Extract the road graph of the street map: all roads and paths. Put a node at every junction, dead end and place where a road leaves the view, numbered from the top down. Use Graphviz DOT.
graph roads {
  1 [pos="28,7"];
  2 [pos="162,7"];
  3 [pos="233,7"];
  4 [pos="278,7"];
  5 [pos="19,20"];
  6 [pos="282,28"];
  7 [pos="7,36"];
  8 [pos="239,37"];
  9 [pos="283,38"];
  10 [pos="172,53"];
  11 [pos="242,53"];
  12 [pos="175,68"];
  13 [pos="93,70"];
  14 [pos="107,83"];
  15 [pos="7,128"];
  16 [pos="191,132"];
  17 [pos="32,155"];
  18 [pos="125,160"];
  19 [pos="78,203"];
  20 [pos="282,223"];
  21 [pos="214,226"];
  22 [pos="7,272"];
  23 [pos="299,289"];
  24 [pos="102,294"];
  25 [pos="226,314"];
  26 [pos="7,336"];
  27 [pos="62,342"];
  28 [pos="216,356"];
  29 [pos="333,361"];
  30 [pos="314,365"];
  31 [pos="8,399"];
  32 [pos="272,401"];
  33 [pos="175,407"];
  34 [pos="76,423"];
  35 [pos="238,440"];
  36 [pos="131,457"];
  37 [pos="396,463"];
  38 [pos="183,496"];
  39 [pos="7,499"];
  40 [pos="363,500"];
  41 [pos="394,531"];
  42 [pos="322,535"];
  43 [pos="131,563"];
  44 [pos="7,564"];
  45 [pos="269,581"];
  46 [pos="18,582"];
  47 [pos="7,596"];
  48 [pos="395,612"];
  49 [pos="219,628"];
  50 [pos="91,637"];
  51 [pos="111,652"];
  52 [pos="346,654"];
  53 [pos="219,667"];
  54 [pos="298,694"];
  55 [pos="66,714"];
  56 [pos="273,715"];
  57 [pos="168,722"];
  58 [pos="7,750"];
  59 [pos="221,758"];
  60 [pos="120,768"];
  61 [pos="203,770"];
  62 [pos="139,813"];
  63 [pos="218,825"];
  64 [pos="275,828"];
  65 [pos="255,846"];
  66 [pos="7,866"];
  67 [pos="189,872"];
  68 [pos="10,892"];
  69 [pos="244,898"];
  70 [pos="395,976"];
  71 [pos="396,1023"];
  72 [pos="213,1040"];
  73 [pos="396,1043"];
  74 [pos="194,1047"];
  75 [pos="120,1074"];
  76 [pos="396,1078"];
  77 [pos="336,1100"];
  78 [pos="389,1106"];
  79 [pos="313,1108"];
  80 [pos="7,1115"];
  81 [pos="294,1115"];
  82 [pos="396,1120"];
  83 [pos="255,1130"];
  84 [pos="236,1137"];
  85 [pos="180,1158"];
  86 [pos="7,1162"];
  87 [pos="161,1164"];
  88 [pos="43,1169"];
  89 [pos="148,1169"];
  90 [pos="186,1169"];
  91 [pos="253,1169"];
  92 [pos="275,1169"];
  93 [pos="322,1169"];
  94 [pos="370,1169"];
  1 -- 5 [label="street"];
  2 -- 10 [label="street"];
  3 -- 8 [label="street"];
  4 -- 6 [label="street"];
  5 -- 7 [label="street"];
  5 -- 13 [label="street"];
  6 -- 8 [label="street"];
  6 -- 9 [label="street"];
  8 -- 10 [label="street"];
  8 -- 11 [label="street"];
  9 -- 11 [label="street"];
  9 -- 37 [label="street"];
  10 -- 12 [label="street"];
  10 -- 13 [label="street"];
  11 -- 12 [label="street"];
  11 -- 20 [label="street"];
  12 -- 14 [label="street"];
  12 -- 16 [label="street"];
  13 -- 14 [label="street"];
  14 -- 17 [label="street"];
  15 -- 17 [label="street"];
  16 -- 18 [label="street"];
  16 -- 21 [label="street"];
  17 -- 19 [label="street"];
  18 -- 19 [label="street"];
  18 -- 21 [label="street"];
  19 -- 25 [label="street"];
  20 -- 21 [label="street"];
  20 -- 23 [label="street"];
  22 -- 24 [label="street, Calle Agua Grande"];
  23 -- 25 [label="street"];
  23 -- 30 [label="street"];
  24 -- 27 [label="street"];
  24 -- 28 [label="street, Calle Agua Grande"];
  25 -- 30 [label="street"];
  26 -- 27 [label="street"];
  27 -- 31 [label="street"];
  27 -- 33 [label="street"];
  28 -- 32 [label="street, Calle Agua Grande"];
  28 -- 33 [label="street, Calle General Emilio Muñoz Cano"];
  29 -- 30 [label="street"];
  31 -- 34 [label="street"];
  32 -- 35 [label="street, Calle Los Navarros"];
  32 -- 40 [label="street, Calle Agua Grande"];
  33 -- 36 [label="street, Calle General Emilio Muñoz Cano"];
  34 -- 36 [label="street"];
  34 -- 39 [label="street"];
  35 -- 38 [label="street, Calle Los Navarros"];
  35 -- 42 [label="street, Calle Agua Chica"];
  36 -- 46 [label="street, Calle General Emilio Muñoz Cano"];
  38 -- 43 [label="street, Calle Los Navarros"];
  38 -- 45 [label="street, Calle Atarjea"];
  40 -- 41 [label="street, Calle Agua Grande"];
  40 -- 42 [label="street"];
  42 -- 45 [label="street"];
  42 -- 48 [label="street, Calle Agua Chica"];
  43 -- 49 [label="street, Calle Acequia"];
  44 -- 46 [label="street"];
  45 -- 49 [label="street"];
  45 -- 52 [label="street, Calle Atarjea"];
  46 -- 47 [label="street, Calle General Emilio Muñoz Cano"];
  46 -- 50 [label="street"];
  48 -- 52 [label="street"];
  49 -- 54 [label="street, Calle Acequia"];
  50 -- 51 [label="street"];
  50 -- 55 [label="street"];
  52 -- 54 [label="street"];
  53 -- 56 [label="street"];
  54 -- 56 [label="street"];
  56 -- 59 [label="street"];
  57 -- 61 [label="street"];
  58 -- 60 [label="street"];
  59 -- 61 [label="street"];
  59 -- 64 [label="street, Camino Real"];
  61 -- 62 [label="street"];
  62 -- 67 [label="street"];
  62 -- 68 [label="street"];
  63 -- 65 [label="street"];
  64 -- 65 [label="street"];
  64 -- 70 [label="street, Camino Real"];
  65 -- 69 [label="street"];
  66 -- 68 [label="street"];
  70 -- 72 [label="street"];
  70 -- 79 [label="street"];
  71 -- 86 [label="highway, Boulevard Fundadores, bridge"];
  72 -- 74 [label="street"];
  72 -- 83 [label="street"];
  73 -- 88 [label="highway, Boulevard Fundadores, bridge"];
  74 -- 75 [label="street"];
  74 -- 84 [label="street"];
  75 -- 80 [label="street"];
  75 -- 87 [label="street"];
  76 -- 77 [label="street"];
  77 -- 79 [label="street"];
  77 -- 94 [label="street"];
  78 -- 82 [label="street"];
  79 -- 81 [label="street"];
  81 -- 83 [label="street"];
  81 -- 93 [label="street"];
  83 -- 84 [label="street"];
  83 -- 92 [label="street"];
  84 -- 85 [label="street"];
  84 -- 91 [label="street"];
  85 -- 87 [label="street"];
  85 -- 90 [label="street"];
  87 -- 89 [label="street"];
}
+ + + + + + +
The entries are to be repeated exactly, with nothing altered.

### Exercise response:
Extract the road graph of the street map: all roads and paths. Put a node at every junction, dead end and place where a road leaves the view, numbered from the top down. Use Graphviz DOT.
graph roads {
  1 [pos="28,7"];
  2 [pos="162,7"];
  3 [pos="233,7"];
  4 [pos="278,7"];
  5 [pos="19,20"];
  6 [pos="282,28"];
  7 [pos="7,36"];
  8 [pos="239,37"];
  9 [pos="283,38"];
  10 [pos="172,53"];
  11 [pos="242,53"];
  12 [pos="175,68"];
  13 [pos="93,70"];
  14 [pos="107,83"];
  15 [pos="7,128"];
  16 [pos="191,132"];
  17 [pos="32,155"];
  18 [pos="125,160"];
  19 [pos="78,203"];
  20 [pos="282,223"];
  21 [pos="214,226"];
  22 [pos="7,272"];
  23 [pos="299,289"];
  24 [pos="102,294"];
  25 [pos="226,314"];
  26 [pos="7,336"];
  27 [pos="62,342"];
  28 [pos="216,356"];
  29 [pos="333,361"];
  30 [pos="314,365"];
  31 [pos="8,399"];
  32 [pos="272,401"];
  33 [pos="175,407"];
  34 [pos="76,423"];
  35 [pos="238,440"];
  36 [pos="131,457"];
  37 [pos="396,463"];
  38 [pos="183,496"];
  39 [pos="7,499"];
  40 [pos="363,500"];
  41 [pos="394,531"];
  42 [pos="322,535"];
  43 [pos="131,563"];
  44 [pos="7,564"];
  45 [pos="269,581"];
  46 [pos="18,582"];
  47 [pos="7,596"];
  48 [pos="395,612"];
  49 [pos="219,628"];
  50 [pos="91,637"];
  51 [pos="111,652"];
  52 [pos="346,654"];
  53 [pos="219,667"];
  54 [pos="298,694"];
  55 [pos="66,714"];
  56 [pos="273,715"];
  57 [pos="168,722"];
  58 [pos="7,750"];
  59 [pos="221,758"];
  60 [pos="120,768"];
  61 [pos="203,770"];
  62 [pos="139,813"];
  63 [pos="218,825"];
  64 [pos="275,828"];
  65 [pos="255,846"];
  66 [pos="7,866"];
  67 [pos="189,872"];
  68 [pos="10,892"];
  69 [pos="244,898"];
  70 [pos="395,976"];
  71 [pos="396,1023"];
  72 [pos="213,1040"];
  73 [pos="396,1043"];
  74 [pos="194,1047"];
  75 [pos="120,1074"];
  76 [pos="396,1078"];
  77 [pos="336,1100"];
  78 [pos="389,1106"];
  79 [pos="313,1108"];
  80 [pos="7,1115"];
  81 [pos="294,1115"];
  82 [pos="396,1120"];
  83 [pos="255,1130"];
  84 [pos="236,1137"];
  85 [pos="180,1158"];
  86 [pos="7,1162"];
  87 [pos="161,1164"];
  88 [pos="43,1169"];
  89 [pos="148,1169"];
  90 [pos="186,1169"];
  91 [pos="253,1169"];
  92 [pos="275,1169"];
  93 [pos="322,1169"];
  94 [pos="370,1169"];
  1 -- 5 [label="street"];
  2 -- 10 [label="street"];
  3 -- 8 [label="street"];
  4 -- 6 [label="street"];
  5 -- 7 [label="street"];
  5 -- 13 [label="street"];
  6 -- 8 [label="street"];
  6 -- 9 [label="street"];
  8 -- 10 [label="street"];
  8 -- 11 [label="street"];
  9 -- 11 [label="street"];
  9 -- 37 [label="street"];
  10 -- 12 [label="street"];
  10 -- 13 [label="street"];
  11 -- 12 [label="street"];
  11 -- 20 [label="street"];
  12 -- 14 [label="street"];
  12 -- 16 [label="street"];
  13 -- 14 [label="street"];
  14 -- 17 [label="street"];
  15 -- 17 [label="street"];
  16 -- 18 [label="street"];
  16 -- 21 [label="street"];
  17 -- 19 [label="street"];
  18 -- 19 [label="street"];
  18 -- 21 [label="street"];
  19 -- 25 [label="street"];
  20 -- 21 [label="street"];
  20 -- 23 [label="street"];
  22 -- 24 [label="street, Calle Agua Grande"];
  23 -- 25 [label="street"];
  23 -- 30 [label="street"];
  24 -- 27 [label="street"];
  24 -- 28 [label="street, Calle Agua Grande"];
  25 -- 30 [label="street"];
  26 -- 27 [label="street"];
  27 -- 31 [label="street"];
  27 -- 33 [label="street"];
  28 -- 32 [label="street, Calle Agua Grande"];
  28 -- 33 [label="street, Calle General Emilio Muñoz Cano"];
  29 -- 30 [label="street"];
  31 -- 34 [label="street"];
  32 -- 35 [label="street, Calle Los Navarros"];
  32 -- 40 [label="street, Calle Agua Grande"];
  33 -- 36 [label="street, Calle General Emilio Muñoz Cano"];
  34 -- 36 [label="street"];
  34 -- 39 [label="street"];
  35 -- 38 [label="street, Calle Los Navarros"];
  35 -- 42 [label="street, Calle Agua Chica"];
  36 -- 46 [label="street, Calle General Emilio Muñoz Cano"];
  38 -- 43 [label="street, Calle Los Navarros"];
  38 -- 45 [label="street, Calle Atarjea"];
  40 -- 41 [label="street, Calle Agua Grande"];
  40 -- 42 [label="street"];
  42 -- 45 [label="street"];
  42 -- 48 [label="street, Calle Agua Chica"];
  43 -- 49 [label="street, Calle Acequia"];
  44 -- 46 [label="street"];
  45 -- 49 [label="street"];
  45 -- 52 [label="street, Calle Atarjea"];
  46 -- 47 [label="street, Calle General Emilio Muñoz Cano"];
  46 -- 50 [label="street"];
  48 -- 52 [label="street"];
  49 -- 54 [label="street, Calle Acequia"];
  50 -- 51 [label="street"];
  50 -- 55 [label="street"];
  52 -- 54 [label="street"];
  53 -- 56 [label="street"];
  54 -- 56 [label="street"];
  56 -- 59 [label="street"];
  57 -- 61 [label="street"];
  58 -- 60 [label="street"];
  59 -- 61 [label="street"];
  59 -- 64 [label="street, Camino Real"];
  61 -- 62 [label="street"];
  62 -- 67 [label="street"];
  62 -- 68 [label="street"];
  63 -- 65 [label="street"];
  64 -- 65 [label="street"];
  64 -- 70 [label="street, Camino Real"];
  65 -- 69 [label="street"];
  66 -- 68 [label="street"];
  70 -- 72 [label="street"];
  70 -- 79 [label="street"];
  71 -- 86 [label="highway, Boulevard Fundadores, bridge"];
  72 -- 74 [label="street"];
  72 -- 83 [label="street"];
  73 -- 88 [label="highway, Boulevard Fundadores, bridge"];
  74 -- 75 [label="street"];
  74 -- 84 [label="street"];
  75 -- 80 [label="street"];
  75 -- 87 [label="street"];
  76 -- 77 [label="street"];
  77 -- 79 [label="street"];
  77 -- 94 [label="street"];
  78 -- 82 [label="street"];
  79 -- 81 [label="street"];
  81 -- 83 [label="street"];
  81 -- 93 [label="street"];
  83 -- 84 [label="street"];
  83 -- 92 [label="street"];
  84 -- 85 [label="street"];
  84 -- 91 [label="street"];
  85 -- 87 [label="street"];
  85 -- 90 [label="street"];
  87 -- 89 [label="street"];
}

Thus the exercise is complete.